CJI opens legal service clinics
NEW DELHI : To provide easily accessible legal services to the large population living in rural areas, Chief Justice of India P. Sathasivam on Friday launched free clinics in 2,648 villages nationwide.
At a function held at the Supreme Court through videoconference, the CJI, who is the patron-in-chief of the National Legal Services Authority that executes the programme, said: “The village legal services clinics will be manned by para-legal volunteers selected by the Legal Services Authorities and lawyers… The thrust is on assistance in issues relating to below poverty level cards, electoral identity cards and Aadhar cards, gas connections and pension.”
He said volunteers would also attempt to resolve disputes of the people so that they did not go to courts, which had already been overloaded with cases. The lawyer assigned to the clinic would offer people help in accessing justice, drafting applications for benefits of government schemes and filing police complaints.

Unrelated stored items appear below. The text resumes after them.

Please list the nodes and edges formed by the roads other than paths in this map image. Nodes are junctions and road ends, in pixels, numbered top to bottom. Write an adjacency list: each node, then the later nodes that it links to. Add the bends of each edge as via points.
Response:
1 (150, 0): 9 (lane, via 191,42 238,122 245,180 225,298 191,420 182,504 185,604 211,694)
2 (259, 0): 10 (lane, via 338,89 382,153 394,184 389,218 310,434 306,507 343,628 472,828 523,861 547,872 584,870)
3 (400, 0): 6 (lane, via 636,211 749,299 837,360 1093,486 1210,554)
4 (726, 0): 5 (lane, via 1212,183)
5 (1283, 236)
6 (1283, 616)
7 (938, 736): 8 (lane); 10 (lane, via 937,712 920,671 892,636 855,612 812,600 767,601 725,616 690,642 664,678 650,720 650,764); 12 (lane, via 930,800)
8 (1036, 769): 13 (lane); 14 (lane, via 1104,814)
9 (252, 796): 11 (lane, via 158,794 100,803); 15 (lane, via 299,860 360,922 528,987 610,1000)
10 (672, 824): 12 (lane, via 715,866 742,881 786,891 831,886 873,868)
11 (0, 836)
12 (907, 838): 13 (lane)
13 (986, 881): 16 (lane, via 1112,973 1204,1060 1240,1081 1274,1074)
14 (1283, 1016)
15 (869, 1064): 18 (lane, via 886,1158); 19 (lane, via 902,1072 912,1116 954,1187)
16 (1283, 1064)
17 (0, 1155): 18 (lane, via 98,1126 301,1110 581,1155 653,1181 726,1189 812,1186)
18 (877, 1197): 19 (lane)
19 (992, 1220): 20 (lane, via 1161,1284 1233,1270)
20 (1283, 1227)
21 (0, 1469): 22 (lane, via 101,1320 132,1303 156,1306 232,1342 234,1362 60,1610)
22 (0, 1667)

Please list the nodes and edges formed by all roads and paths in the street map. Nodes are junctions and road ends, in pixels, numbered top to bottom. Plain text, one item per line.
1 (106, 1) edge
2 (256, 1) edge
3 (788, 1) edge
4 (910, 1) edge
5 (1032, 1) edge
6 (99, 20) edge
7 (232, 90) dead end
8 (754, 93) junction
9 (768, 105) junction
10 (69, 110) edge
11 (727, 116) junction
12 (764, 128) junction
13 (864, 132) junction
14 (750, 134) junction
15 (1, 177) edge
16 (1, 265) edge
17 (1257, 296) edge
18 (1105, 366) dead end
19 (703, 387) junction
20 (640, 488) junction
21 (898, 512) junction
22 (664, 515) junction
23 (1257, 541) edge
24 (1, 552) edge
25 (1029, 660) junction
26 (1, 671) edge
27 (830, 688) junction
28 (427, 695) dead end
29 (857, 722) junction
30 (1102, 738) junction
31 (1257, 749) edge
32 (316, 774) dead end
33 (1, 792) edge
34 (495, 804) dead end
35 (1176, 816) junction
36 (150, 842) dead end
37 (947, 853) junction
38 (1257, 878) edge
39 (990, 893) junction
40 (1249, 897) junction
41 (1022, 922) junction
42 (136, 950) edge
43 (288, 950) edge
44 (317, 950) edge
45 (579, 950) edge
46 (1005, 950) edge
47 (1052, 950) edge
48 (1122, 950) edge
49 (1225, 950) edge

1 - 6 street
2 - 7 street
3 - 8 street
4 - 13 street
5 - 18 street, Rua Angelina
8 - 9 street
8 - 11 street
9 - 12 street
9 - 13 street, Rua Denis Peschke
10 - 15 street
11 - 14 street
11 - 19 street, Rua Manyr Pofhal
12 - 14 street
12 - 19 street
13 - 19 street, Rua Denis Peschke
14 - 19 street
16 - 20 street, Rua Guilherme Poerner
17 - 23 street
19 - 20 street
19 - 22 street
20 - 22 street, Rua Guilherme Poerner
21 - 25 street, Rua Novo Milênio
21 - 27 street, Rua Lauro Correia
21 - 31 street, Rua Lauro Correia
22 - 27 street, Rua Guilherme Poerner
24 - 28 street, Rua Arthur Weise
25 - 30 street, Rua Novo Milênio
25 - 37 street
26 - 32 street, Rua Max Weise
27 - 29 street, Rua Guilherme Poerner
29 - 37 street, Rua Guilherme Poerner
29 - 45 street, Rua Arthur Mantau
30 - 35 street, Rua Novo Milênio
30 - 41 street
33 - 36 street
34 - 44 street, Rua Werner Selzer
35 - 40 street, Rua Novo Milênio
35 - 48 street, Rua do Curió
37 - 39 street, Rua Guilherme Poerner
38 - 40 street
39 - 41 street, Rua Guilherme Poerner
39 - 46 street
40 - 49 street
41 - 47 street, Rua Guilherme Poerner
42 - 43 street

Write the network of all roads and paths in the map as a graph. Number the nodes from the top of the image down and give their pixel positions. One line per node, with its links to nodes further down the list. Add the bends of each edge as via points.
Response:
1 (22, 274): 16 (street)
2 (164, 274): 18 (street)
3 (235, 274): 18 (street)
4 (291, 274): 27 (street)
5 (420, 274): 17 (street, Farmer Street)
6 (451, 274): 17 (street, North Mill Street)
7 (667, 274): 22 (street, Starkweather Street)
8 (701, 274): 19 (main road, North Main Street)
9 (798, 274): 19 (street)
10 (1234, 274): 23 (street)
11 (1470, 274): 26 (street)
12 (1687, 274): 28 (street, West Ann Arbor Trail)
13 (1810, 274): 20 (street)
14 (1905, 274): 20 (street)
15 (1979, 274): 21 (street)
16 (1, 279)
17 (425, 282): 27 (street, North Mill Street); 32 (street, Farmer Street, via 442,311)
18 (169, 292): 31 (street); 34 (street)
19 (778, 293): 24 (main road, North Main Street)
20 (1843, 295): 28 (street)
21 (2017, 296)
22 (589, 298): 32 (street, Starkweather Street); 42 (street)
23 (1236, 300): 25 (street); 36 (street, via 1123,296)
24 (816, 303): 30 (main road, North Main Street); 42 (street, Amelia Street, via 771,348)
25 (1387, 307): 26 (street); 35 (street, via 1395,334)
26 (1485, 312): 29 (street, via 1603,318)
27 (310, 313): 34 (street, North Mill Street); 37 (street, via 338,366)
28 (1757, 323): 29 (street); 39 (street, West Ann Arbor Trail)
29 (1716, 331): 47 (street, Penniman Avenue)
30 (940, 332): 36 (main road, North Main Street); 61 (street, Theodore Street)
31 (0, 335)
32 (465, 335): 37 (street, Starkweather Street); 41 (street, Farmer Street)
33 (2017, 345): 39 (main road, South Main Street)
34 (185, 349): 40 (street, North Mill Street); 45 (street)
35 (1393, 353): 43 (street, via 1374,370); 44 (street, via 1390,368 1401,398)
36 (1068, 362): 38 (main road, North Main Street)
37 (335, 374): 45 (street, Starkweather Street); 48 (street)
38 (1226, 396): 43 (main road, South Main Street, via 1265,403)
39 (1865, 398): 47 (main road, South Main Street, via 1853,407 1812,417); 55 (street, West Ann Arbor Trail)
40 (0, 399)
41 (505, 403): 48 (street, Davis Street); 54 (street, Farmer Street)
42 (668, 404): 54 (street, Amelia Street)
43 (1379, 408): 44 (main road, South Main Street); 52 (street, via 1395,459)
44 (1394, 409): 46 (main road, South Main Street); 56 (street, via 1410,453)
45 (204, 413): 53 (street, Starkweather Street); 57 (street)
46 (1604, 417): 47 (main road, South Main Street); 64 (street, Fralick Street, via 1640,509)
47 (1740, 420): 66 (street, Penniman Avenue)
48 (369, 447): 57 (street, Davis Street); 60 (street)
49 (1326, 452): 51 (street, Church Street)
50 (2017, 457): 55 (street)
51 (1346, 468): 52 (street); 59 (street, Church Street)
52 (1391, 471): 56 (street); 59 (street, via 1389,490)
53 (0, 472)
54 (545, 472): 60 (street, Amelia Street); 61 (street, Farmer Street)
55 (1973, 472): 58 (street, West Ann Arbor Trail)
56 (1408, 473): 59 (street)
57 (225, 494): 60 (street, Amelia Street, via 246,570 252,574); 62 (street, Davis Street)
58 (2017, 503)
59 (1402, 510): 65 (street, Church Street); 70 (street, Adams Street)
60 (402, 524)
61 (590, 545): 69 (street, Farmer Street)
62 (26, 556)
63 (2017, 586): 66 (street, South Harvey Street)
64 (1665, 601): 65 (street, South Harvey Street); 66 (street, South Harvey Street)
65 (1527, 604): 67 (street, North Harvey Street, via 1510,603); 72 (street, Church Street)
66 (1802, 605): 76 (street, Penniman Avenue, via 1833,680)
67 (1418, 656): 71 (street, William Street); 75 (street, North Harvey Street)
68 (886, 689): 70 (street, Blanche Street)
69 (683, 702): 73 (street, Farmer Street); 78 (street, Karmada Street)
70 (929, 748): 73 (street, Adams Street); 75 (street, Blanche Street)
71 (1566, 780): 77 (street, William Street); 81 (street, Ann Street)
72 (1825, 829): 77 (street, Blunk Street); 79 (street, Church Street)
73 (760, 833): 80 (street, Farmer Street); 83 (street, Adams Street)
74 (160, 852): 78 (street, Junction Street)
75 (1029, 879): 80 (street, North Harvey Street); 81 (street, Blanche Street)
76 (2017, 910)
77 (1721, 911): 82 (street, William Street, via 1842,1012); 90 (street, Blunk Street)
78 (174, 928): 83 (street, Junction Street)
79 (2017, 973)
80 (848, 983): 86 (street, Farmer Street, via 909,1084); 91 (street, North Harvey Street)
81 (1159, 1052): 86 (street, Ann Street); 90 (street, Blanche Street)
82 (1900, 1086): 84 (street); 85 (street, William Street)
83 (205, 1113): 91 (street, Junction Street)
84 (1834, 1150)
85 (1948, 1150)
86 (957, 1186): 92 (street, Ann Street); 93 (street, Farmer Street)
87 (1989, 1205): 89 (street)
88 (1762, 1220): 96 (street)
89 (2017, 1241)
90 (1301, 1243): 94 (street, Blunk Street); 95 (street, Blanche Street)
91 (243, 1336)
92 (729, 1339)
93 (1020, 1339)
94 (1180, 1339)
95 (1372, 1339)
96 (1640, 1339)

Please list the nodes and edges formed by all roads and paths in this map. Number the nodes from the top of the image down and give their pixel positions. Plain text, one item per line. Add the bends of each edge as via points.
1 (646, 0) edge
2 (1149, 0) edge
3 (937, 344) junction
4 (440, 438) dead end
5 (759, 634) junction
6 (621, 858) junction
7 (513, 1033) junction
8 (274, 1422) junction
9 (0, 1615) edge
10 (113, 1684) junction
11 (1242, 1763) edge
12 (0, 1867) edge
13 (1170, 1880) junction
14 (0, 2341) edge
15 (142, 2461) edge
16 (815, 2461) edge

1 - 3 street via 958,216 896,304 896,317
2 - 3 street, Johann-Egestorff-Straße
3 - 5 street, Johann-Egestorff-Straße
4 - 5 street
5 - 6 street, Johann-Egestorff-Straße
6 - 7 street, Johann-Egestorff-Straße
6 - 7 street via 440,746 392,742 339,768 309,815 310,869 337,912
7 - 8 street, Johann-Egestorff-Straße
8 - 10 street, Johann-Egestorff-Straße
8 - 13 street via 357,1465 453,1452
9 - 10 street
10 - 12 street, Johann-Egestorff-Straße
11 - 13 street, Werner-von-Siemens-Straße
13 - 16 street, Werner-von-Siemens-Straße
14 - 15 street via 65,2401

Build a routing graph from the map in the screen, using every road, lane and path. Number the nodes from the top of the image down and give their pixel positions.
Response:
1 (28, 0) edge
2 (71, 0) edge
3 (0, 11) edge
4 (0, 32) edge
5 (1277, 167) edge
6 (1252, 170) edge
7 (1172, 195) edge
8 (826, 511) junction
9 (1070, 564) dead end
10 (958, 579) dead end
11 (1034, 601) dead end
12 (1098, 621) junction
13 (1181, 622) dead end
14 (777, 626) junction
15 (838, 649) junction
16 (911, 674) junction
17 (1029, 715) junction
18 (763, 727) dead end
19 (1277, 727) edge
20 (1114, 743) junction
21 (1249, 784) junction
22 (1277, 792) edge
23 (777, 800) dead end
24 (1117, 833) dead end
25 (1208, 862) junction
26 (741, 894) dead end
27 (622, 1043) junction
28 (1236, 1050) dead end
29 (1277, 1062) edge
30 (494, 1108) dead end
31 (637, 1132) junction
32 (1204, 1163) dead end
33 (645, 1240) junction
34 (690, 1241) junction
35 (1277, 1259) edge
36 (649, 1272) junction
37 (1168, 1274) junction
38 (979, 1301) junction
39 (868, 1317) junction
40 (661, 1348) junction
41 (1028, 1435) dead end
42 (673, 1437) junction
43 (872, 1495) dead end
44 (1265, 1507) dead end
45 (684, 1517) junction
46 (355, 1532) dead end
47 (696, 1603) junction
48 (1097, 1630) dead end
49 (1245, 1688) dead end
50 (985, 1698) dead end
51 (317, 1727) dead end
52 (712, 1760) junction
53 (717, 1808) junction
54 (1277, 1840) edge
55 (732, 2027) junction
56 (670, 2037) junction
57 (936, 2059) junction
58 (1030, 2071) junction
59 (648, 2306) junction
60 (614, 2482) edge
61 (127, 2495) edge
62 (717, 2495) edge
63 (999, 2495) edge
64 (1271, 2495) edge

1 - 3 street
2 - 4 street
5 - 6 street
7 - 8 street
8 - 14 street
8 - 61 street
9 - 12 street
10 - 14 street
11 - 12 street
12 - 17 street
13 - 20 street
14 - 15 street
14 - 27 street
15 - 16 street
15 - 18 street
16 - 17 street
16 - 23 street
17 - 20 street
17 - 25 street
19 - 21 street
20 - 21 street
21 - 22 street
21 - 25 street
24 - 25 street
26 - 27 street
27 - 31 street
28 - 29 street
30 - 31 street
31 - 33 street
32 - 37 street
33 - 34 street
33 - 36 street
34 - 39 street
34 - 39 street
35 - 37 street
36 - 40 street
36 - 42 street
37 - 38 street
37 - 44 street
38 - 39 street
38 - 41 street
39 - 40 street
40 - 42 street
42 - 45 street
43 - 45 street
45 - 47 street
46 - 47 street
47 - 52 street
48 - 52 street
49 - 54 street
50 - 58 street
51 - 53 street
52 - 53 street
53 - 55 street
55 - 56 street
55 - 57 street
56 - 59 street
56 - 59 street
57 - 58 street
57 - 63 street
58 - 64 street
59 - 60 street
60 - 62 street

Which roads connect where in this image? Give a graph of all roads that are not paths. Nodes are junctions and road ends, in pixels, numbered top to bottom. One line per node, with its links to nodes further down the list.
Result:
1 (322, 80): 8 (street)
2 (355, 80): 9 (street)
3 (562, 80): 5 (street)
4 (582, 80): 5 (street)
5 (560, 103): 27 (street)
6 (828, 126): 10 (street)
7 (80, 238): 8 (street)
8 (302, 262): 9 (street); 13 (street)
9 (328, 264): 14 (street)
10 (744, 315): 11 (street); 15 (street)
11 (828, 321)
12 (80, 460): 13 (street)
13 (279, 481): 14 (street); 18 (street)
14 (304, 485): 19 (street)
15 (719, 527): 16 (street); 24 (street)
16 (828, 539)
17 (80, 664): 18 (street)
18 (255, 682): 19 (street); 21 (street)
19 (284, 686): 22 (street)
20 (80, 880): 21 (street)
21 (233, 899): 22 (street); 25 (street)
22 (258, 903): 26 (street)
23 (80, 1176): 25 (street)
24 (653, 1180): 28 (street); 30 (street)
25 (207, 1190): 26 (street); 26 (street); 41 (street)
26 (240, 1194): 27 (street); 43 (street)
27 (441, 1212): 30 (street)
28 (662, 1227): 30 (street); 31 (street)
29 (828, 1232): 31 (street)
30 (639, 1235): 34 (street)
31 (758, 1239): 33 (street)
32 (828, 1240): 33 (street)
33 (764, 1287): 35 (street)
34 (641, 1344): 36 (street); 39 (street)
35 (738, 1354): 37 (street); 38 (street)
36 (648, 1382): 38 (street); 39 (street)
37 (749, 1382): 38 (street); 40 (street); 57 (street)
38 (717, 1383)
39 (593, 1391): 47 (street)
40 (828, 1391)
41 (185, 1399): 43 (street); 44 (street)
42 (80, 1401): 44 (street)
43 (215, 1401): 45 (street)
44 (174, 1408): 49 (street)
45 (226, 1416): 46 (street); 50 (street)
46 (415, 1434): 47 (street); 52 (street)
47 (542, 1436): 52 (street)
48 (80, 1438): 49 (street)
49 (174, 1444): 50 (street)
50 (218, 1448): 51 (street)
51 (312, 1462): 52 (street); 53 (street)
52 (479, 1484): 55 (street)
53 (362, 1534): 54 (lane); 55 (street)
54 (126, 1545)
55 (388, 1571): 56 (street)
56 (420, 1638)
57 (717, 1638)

Justice R.M. Lodha, Supreme Court judge and Executive Chairman, NALSA, said a large section of the population suffered from ignorance and illiteracy, and they were not aware of their legal rights. The aim of legal clinics or legal care centres was to ensure that these people got their legal rights enforced and “no citizen starves of hunger of justice.”
Justice A.K. Patnaik, Supreme Court judge and Chairman of the Supreme Court Legal Services Committee, said the clinics would function as single- window facilities for giving all types of services to the common man.